▶ **Task statement**: Report how many lines in the following entries contain "hamitouche". Nothing else should be given.
-- Provided records follows --
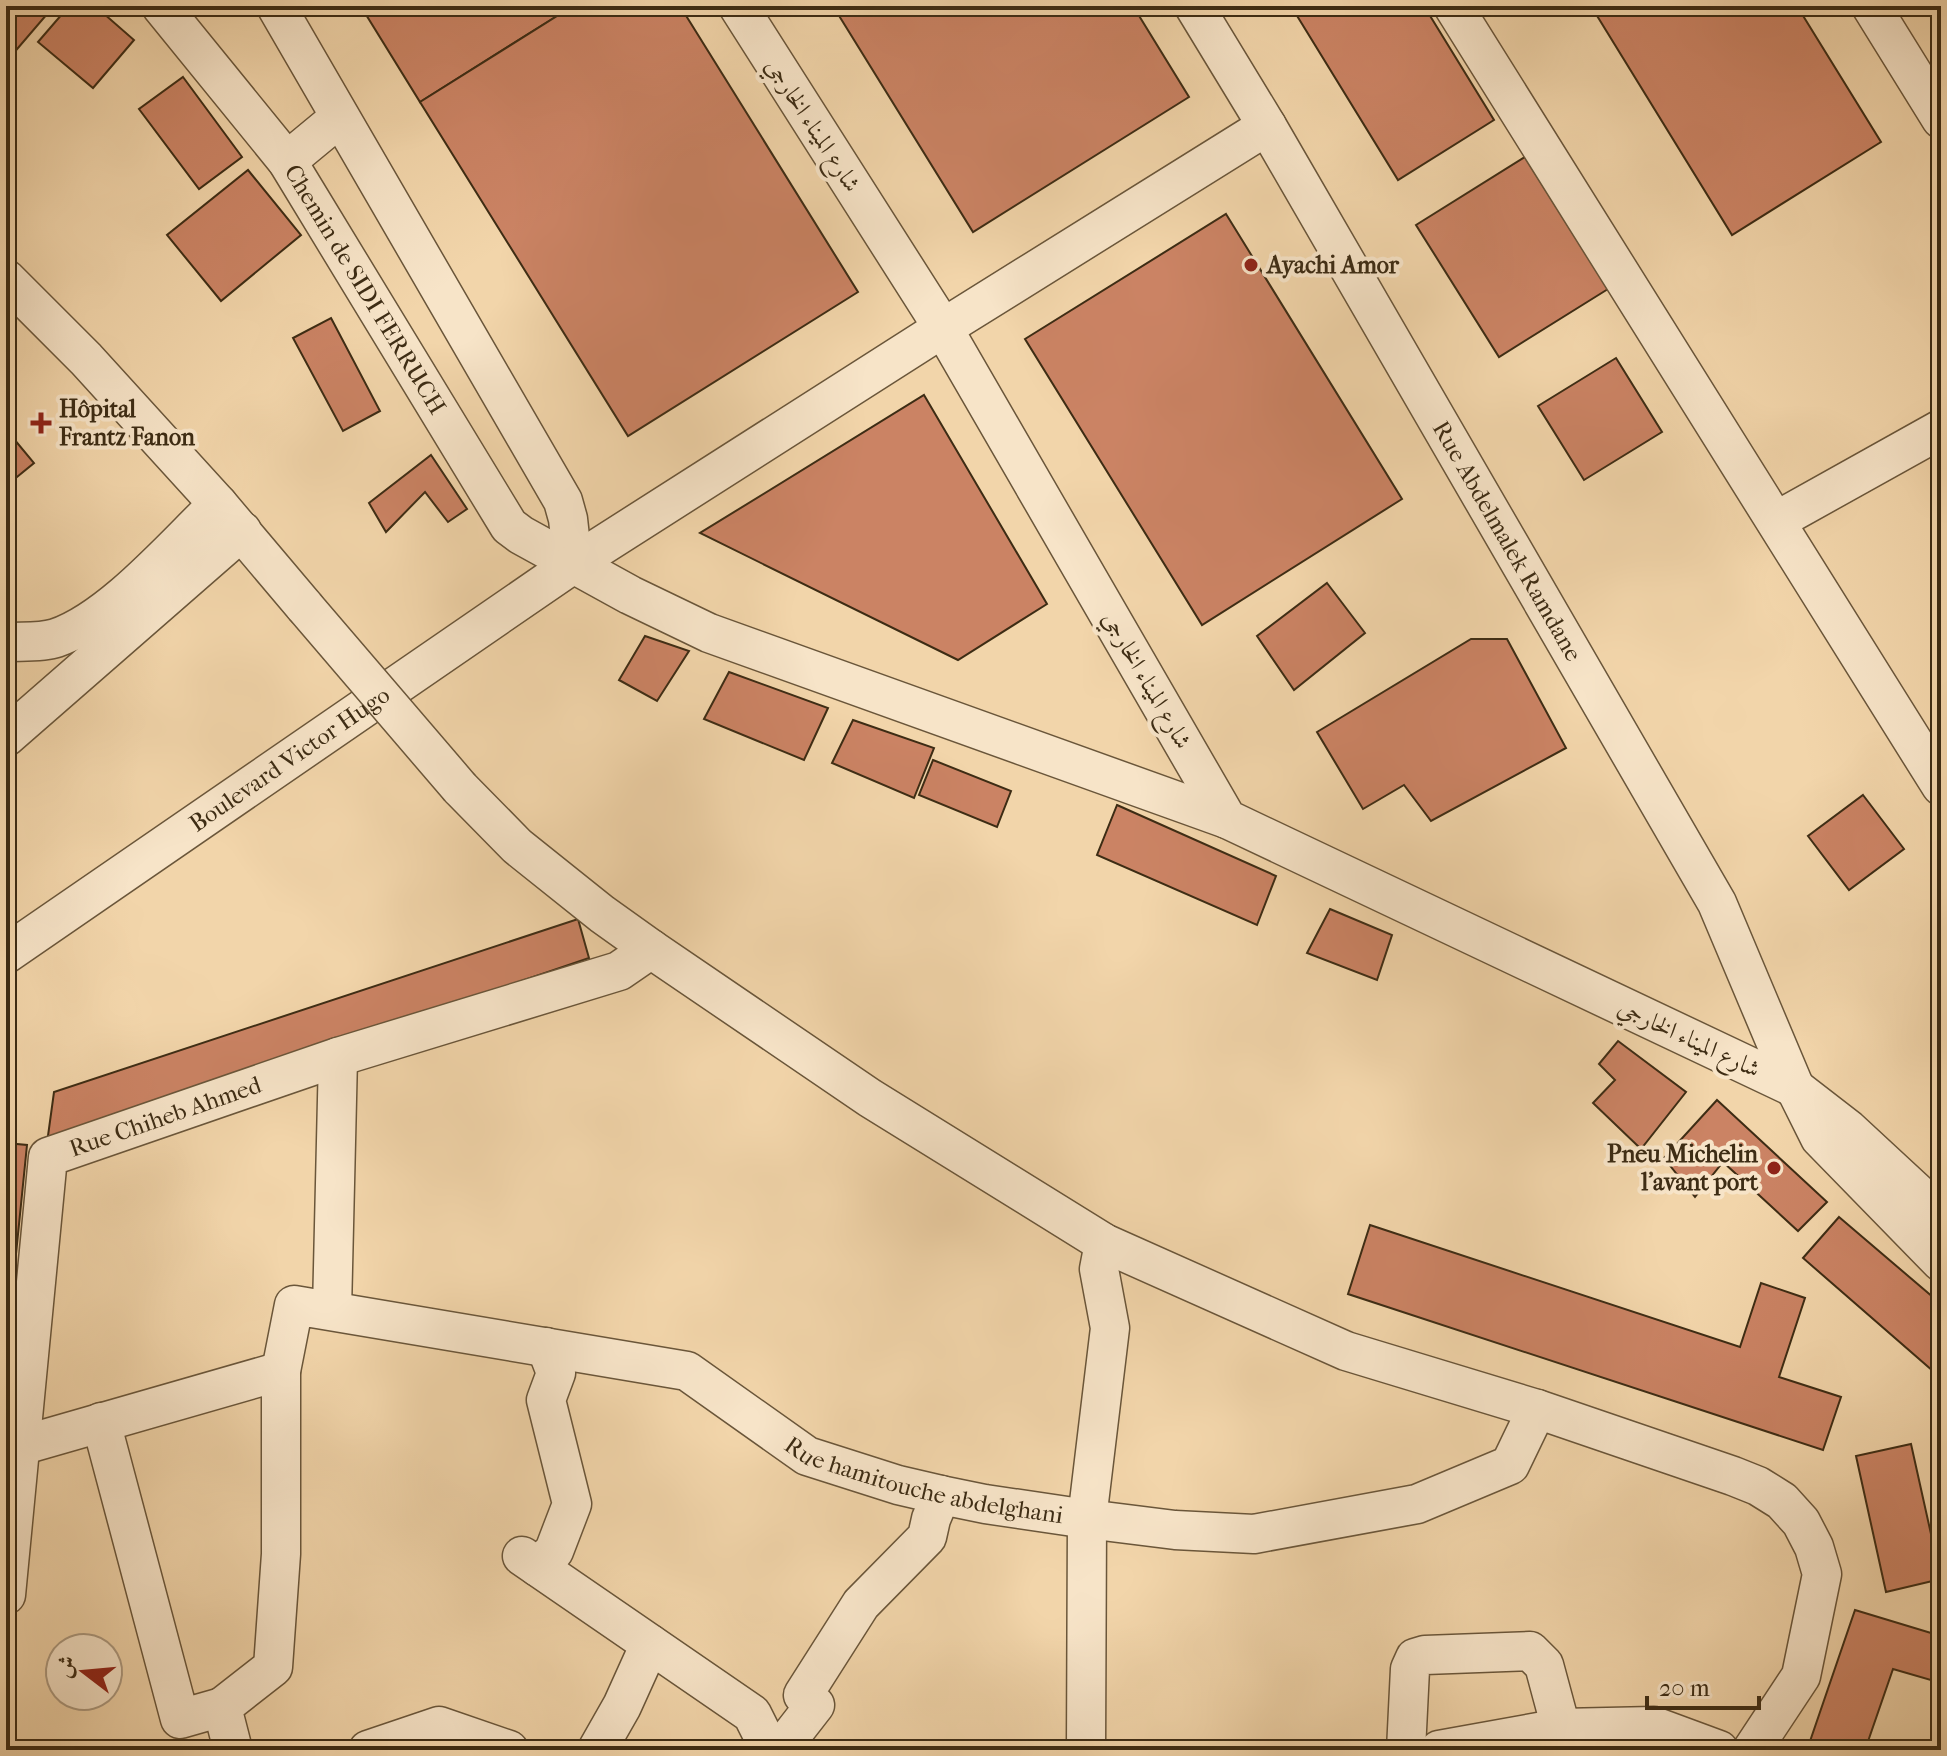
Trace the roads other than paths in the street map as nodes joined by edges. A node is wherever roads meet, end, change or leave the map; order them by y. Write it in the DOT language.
graph roads {
  1 [pos="161,6"];
  2 [pos="276,6"];
  3 [pos="738,6"];
  4 [pos="1194,6"];
  5 [pos="1453,6"];
  6 [pos="1871,6"];
  7 [pos="339,118"];
  8 [pos="1941,119"];
  9 [pos="1267,126"];
  10 [pos="287,161"];
  11 [pos="6,279"];
  12 [pos="943,328"];
  13 [pos="1941,429"];
  14 [pos="230,517"];
  15 [pos="1776,521"];
  16 [pos="573,564"];
  17 [pos="6,642"];
  18 [pos="6,737"];
  19 [pos="1941,786"];
  20 [pos="1227,819"];
  21 [pos="651,949"];
  22 [pos="6,954"];
  23 [pos="338,1057"];
  24 [pos="1795,1088"];
  25 [pos="1941,1215"];
  26 [pos="1104,1243"];
  27 [pos="1941,1262"];
  28 [pos="332,1310"];
  29 [pos="546,1347"];
  30 [pos="281,1371"];
  31 [pos="1537,1409"];
  32 [pos="101,1422"];
  33 [pos="20,1446"];
  34 [pos="941,1495"];
  35 [pos="1087,1519"];
  36 [pos="6,1595"];
  37 [pos="650,1644"];
  38 [pos="222,1707"];
  39 [pos="1561,1728"];
  40 [pos="233,1750"];
  41 [pos="368,1750"];
  42 [pos="509,1750"];
  43 [pos="597,1750"];
  44 [pos="770,1750"];
  45 [pos="780,1750"];
  46 [pos="1086,1750"];
  47 [pos="1406,1750"];
  48 [pos="1439,1750"];
  49 [pos="1719,1750"];
  50 [pos="1752,1750"];
  1 -- 10 [label="street, Chemin de SIDI FERRUCH"];
  2 -- 7 [label="street"];
  3 -- 12 [label="street, شارع الميناء الخارجي"];
  4 -- 9 [label="street, Rue Abdelmalek Ramdane"];
  5 -- 15 [label="street"];
  6 -- 8 [label="street"];
  7 -- 10 [label="street"];
  7 -- 16 [label="street"];
  9 -- 12 [label="street, Boulevard Victor Hugo"];
  9 -- 24 [label="street, Rue Abdelmalek Ramdane"];
  10 -- 16 [label="street, Chemin de SIDI FERRUCH"];
  11 -- 14 [label="street"];
  12 -- 16 [label="street, Boulevard Victor Hugo"];
  12 -- 20 [label="street, شارع الميناء الخارجي"];
  13 -- 15 [label="street"];
  14 -- 17 [label="street"];
  14 -- 18 [label="street"];
  14 -- 21 [label="street, bridge"];
  15 -- 19 [label="street"];
  16 -- 20 [label="street, Chemin de SIDI FERRUCH"];
  16 -- 22 [label="street, Boulevard Victor Hugo"];
  20 -- 24 [label="street, شارع الميناء الخارجي"];
  21 -- 23 [label="street, Rue Chiheb Ahmed"];
  21 -- 26 [label="street"];
  23 -- 28 [label="street"];
  23 -- 33 [label="street, Rue Chiheb Ahmed"];
  24 -- 25 [label="street, شارع الميناء الخارجي"];
  24 -- 27 [label="street, Rue Abdelmalek Ramdane"];
  26 -- 31 [label="street"];
  26 -- 35 [label="street"];
  28 -- 29 [label="street, Rue hamitouche abdelghani"];
  28 -- 30 [label="street, Rue hamitouche abdelghani"];
  29 -- 34 [label="street, Rue hamitouche abdelghani"];
  29 -- 37 [label="street"];
  30 -- 32 [label="street"];
  30 -- 38 [label="street"];
  31 -- 35 [label="street, Rue hamitouche abdelghani"];
  31 -- 50 [label="street"];
  32 -- 33 [label="street"];
  32 -- 38 [label="street"];
  33 -- 36 [label="street, Rue Chiheb Ahmed"];
  34 -- 35 [label="street, Rue hamitouche abdelghani"];
  34 -- 45 [label="street"];
  35 -- 46 [label="street"];
  37 -- 43 [label="street"];
  37 -- 44 [label="street"];
  38 -- 40 [label="street"];
  39 -- 47 [label="street"];
  39 -- 48 [label="street"];
  39 -- 49 [label="street"];
  41 -- 42 [label="street"];
}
-- Provided records concluded --
▶ **Solution**: 5